Comparison of the pharmacology of rat AT_1A-R and AT_1B-R in Chinese hamster ovary (CHO) cells, specifically expressing either recombinant receptor, has revealed similar agonist/antagonist potencies with that of the pharmacologically well-defined AT₁-R (8, 9, 10, 11). It is well documented that AT_1A-R and AT_1B-R subtypes exhibit disparate tissuespecific expression profiles. AT_1A-R mRNA is predominantly expressed in the liver, lung, aorta, and kidney, whereas AT_1B-R mRNA is predominantly expressed in the adult anterior pituitary (12, 13, 14). In the zona glomerulosa of the adrenal gland and in mesangial cells of the renal glomeruli, both subtypes are found in equal proportions (14, 15). Several reports pointed out the differential regulation of AT₁-R subtype mRNA expression, which in addition, seems tissue-specific (4, 14, 15, 16).
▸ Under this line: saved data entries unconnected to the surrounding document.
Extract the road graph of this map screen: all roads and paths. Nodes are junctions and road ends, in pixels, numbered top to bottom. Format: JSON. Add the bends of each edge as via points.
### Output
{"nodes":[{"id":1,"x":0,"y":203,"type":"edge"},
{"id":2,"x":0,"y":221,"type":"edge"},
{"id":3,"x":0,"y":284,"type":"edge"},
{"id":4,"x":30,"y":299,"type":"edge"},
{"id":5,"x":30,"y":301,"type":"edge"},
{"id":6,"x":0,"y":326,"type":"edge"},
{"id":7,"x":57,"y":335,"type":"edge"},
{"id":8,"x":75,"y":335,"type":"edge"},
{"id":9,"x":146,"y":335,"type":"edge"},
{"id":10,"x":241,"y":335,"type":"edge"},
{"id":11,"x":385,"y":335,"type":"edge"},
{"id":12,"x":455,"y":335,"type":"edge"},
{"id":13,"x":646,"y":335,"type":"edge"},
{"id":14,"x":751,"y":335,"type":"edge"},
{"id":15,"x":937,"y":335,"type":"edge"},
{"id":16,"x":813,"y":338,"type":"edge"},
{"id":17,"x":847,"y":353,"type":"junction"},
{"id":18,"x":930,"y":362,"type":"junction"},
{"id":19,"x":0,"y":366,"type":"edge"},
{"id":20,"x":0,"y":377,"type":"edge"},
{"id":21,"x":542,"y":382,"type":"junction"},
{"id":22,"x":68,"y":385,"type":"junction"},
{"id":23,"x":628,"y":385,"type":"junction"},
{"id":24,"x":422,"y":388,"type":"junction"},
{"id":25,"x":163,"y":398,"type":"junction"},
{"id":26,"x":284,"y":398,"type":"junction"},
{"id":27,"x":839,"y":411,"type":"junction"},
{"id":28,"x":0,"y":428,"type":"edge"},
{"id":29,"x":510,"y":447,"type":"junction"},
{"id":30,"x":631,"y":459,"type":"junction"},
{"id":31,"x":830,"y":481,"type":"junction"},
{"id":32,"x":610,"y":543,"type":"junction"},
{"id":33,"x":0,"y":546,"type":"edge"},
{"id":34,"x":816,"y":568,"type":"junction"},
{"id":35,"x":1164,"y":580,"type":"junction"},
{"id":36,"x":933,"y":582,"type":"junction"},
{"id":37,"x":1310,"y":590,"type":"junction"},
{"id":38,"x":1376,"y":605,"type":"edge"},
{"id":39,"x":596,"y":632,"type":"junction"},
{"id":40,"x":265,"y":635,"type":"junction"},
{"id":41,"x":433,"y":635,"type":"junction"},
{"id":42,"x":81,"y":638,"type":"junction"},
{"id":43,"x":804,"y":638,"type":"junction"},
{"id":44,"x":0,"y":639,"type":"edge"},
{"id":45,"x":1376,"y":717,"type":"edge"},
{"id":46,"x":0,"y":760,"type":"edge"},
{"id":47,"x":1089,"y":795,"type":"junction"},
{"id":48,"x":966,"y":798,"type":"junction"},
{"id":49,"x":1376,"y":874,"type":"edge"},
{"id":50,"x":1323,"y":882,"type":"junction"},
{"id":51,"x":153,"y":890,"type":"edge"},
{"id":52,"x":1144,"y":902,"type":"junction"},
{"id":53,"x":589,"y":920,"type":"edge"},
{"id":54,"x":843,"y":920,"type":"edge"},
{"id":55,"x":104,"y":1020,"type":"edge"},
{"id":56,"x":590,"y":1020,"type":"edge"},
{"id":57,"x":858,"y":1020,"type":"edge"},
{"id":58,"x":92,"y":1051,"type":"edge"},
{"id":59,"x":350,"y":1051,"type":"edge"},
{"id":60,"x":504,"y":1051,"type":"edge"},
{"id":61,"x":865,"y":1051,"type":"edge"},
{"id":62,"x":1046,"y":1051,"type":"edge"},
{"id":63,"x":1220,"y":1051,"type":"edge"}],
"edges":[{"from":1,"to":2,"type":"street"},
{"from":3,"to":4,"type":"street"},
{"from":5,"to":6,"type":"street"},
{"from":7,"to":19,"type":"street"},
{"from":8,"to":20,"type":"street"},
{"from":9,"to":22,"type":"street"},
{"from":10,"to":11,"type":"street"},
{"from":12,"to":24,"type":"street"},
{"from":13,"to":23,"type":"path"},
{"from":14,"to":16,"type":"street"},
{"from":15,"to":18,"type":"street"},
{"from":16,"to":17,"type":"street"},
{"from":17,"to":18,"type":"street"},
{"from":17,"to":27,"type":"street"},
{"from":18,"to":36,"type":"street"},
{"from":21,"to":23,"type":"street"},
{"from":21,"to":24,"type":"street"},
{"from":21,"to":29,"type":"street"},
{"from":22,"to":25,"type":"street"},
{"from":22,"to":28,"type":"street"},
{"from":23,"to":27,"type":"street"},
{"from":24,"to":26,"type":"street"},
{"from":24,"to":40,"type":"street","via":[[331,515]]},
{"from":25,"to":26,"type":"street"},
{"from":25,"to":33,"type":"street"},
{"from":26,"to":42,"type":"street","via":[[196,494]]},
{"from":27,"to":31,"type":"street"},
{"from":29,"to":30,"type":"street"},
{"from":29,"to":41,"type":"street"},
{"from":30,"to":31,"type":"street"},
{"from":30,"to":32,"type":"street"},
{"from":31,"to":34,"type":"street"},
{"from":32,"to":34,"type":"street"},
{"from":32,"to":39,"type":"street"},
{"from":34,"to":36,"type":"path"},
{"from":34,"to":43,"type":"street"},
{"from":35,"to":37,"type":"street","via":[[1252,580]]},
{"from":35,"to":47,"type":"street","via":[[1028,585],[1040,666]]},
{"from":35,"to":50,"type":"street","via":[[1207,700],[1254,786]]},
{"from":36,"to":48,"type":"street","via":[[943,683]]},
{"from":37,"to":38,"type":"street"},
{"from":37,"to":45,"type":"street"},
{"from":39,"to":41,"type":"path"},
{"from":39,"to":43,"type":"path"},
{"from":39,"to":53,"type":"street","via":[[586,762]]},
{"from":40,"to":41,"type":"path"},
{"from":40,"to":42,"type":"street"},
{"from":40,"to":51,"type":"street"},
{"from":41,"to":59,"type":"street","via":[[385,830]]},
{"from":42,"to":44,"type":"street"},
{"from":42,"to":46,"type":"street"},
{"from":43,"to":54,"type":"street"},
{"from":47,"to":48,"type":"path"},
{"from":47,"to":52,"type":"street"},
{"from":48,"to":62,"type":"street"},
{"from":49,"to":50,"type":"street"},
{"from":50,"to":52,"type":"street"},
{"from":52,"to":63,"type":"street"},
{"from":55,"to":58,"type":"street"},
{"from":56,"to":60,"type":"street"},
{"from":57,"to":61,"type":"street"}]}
AT₁-R are coupled to at least five different effectors (17). The major signaling pathway involves the activation of G proteins of the G_q/G₁₁ family, which subsequently activates PLC, resulting in [Ca²⁺]_i mobilization and protein kinase C activation (1, 4, 5, 18, 19, 20). Rat AT_1A-R or AT_1B-R expressed in stable transfected cell lines (adrenal Y1 tumor cells) cannot be differentiated by its potency to increase cytosolic free calcium after stimulation by Ang II (21).

In a previous report, we have studied, in fresh tissue, the segmental distribution along the rat nephron of AT_1A-R and AT_1B-R mRNA expression and the calcium signaling of both receptor subtypes. We showed that AT_1A-R mRNA is the major subtype in all nephron segments, including the cortical thick ascending limb (CTAL), whereas in the glomerulus (Glom), AT_1A-R and AT_1B-R mRNA are both expressed (22). Half-maximal increases in cytosolic free calcium were observed at similar Ang II concentration for Glom and CTAL. Despite the fact that there is no nephron structure containing only AT_1B-R mRNA, preventing comparative studies, our analysis strongly suggested that both receptor subtypes activate the calcium second-messenger system with the same efficiency (22), as previously shown in recombinant cells.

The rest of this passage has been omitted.